## THE INPUT:
<<<<
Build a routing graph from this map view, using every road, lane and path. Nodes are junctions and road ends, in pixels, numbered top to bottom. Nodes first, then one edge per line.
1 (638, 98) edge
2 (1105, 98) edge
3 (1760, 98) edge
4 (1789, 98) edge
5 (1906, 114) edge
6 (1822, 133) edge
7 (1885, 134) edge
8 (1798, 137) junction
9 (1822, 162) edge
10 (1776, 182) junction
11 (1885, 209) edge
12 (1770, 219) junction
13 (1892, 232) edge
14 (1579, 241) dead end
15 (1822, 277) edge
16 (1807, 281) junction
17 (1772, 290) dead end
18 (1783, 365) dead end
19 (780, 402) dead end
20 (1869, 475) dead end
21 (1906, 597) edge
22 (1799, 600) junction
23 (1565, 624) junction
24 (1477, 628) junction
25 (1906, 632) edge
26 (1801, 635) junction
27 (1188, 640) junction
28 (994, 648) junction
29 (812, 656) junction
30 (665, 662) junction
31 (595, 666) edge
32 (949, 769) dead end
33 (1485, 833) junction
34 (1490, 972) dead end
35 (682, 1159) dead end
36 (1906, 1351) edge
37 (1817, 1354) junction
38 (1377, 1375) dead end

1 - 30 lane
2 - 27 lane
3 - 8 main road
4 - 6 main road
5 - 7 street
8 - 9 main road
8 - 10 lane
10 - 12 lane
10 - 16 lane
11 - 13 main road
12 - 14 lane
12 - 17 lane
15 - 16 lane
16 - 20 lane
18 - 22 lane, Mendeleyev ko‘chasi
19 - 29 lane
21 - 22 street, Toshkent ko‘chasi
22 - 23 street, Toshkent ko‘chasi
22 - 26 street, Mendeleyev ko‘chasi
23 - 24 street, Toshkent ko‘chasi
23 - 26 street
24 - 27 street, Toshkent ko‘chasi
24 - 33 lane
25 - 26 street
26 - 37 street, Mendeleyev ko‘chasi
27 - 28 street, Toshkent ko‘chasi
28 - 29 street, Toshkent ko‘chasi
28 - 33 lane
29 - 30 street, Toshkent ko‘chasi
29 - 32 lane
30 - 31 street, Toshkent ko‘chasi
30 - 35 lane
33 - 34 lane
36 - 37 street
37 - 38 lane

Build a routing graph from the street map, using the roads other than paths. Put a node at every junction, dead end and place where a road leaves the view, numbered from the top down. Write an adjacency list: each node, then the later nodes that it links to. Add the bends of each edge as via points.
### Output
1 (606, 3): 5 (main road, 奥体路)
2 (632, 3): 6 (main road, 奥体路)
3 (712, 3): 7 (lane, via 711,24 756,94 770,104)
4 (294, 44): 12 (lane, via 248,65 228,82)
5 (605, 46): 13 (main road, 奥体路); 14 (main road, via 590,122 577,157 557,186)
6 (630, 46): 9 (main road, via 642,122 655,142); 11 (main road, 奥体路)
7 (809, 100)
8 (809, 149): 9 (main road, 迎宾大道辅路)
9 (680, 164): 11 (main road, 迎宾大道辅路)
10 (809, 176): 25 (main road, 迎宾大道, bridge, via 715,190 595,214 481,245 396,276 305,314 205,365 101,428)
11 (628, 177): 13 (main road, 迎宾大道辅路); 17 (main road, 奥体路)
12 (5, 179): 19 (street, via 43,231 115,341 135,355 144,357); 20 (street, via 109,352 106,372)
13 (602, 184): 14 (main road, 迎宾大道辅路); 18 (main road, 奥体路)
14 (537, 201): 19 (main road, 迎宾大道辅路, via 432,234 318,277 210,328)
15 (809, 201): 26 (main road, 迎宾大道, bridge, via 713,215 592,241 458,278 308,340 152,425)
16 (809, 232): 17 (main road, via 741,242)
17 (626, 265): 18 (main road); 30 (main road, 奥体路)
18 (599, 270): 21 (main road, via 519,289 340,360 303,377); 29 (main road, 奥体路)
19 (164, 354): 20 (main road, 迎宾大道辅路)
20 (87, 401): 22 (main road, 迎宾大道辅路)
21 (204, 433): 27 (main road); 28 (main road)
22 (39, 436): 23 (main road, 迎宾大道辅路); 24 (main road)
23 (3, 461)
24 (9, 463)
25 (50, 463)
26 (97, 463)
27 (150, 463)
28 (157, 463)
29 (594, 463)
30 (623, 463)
>>>>
## ASSIGNED TASK:
Repeat the material word for word, leaving out no line.

## SOLVED EXERCISE:
Build a routing graph from this map view, using every road, lane and path. Nodes are junctions and road ends, in pixels, numbered top to bottom. Nodes first, then one edge per line.
1 (638, 98) edge
2 (1105, 98) edge
3 (1760, 98) edge
4 (1789, 98) edge
5 (1906, 114) edge
6 (1822, 133) edge
7 (1885, 134) edge
8 (1798, 137) junction
9 (1822, 162) edge
10 (1776, 182) junction
11 (1885, 209) edge
12 (1770, 219) junction
13 (1892, 232) edge
14 (1579, 241) dead end
15 (1822, 277) edge
16 (1807, 281) junction
17 (1772, 290) dead end
18 (1783, 365) dead end
19 (780, 402) dead end
20 (1869, 475) dead end
21 (1906, 597) edge
22 (1799, 600) junction
23 (1565, 624) junction
24 (1477, 628) junction
25 (1906, 632) edge
26 (1801, 635) junction
27 (1188, 640) junction
28 (994, 648) junction
29 (812, 656) junction
30 (665, 662) junction
31 (595, 666) edge
32 (949, 769) dead end
33 (1485, 833) junction
34 (1490, 972) dead end
35 (682, 1159) dead end
36 (1906, 1351) edge
37 (1817, 1354) junction
38 (1377, 1375) dead end

1 - 30 lane
2 - 27 lane
3 - 8 main road
4 - 6 main road
5 - 7 street
8 - 9 main road
8 - 10 lane
10 - 12 lane
10 - 16 lane
11 - 13 main road
12 - 14 lane
12 - 17 lane
15 - 16 lane
16 - 20 lane
18 - 22 lane, Mendeleyev ko‘chasi
19 - 29 lane
21 - 22 street, Toshkent ko‘chasi
22 - 23 street, Toshkent ko‘chasi
22 - 26 street, Mendeleyev ko‘chasi
23 - 24 street, Toshkent ko‘chasi
23 - 26 street
24 - 27 street, Toshkent ko‘chasi
24 - 33 lane
25 - 26 street
26 - 37 street, Mendeleyev ko‘chasi
27 - 28 street, Toshkent ko‘chasi
28 - 29 street, Toshkent ko‘chasi
28 - 33 lane
29 - 30 street, Toshkent ko‘chasi
29 - 32 lane
30 - 31 street, Toshkent ko‘chasi
30 - 35 lane
33 - 34 lane
36 - 37 street
37 - 38 lane

Build a routing graph from the street map, using the roads other than paths. Put a node at every junction, dead end and place where a road leaves the view, numbered from the top down. Write an adjacency list: each node, then the later nodes that it links to. Add the bends of each edge as via points.
### Output
1 (606, 3): 5 (main road, 奥体路)
2 (632, 3): 6 (main road, 奥体路)
3 (712, 3): 7 (lane, via 711,24 756,94 770,104)
4 (294, 44): 12 (lane, via 248,65 228,82)
5 (605, 46): 13 (main road, 奥体路); 14 (main road, via 590,122 577,157 557,186)
6 (630, 46): 9 (main road, via 642,122 655,142); 11 (main road, 奥体路)
7 (809, 100)
8 (809, 149): 9 (main road, 迎宾大道辅路)
9 (680, 164): 11 (main road, 迎宾大道辅路)
10 (809, 176): 25 (main road, 迎宾大道, bridge, via 715,190 595,214 481,245 396,276 305,314 205,365 101,428)
11 (628, 177): 13 (main road, 迎宾大道辅路); 17 (main road, 奥体路)
12 (5, 179): 19 (street, via 43,231 115,341 135,355 144,357); 20 (street, via 109,352 106,372)
13 (602, 184): 14 (main road, 迎宾大道辅路); 18 (main road, 奥体路)
14 (537, 201): 19 (main road, 迎宾大道辅路, via 432,234 318,277 210,328)
15 (809, 201): 26 (main road, 迎宾大道, bridge, via 713,215 592,241 458,278 308,340 152,425)
16 (809, 232): 17 (main road, via 741,242)
17 (626, 265): 18 (main road); 30 (main road, 奥体路)
18 (599, 270): 21 (main road, via 519,289 340,360 303,377); 29 (main road, 奥体路)
19 (164, 354): 20 (main road, 迎宾大道辅路)
20 (87, 401): 22 (main road, 迎宾大道辅路)
21 (204, 433): 27 (main road); 28 (main road)
22 (39, 436): 23 (main road, 迎宾大道辅路); 24 (main road)
23 (3, 461)
24 (9, 463)
25 (50, 463)
26 (97, 463)
27 (150, 463)
28 (157, 463)
29 (594, 463)
30 (623, 463)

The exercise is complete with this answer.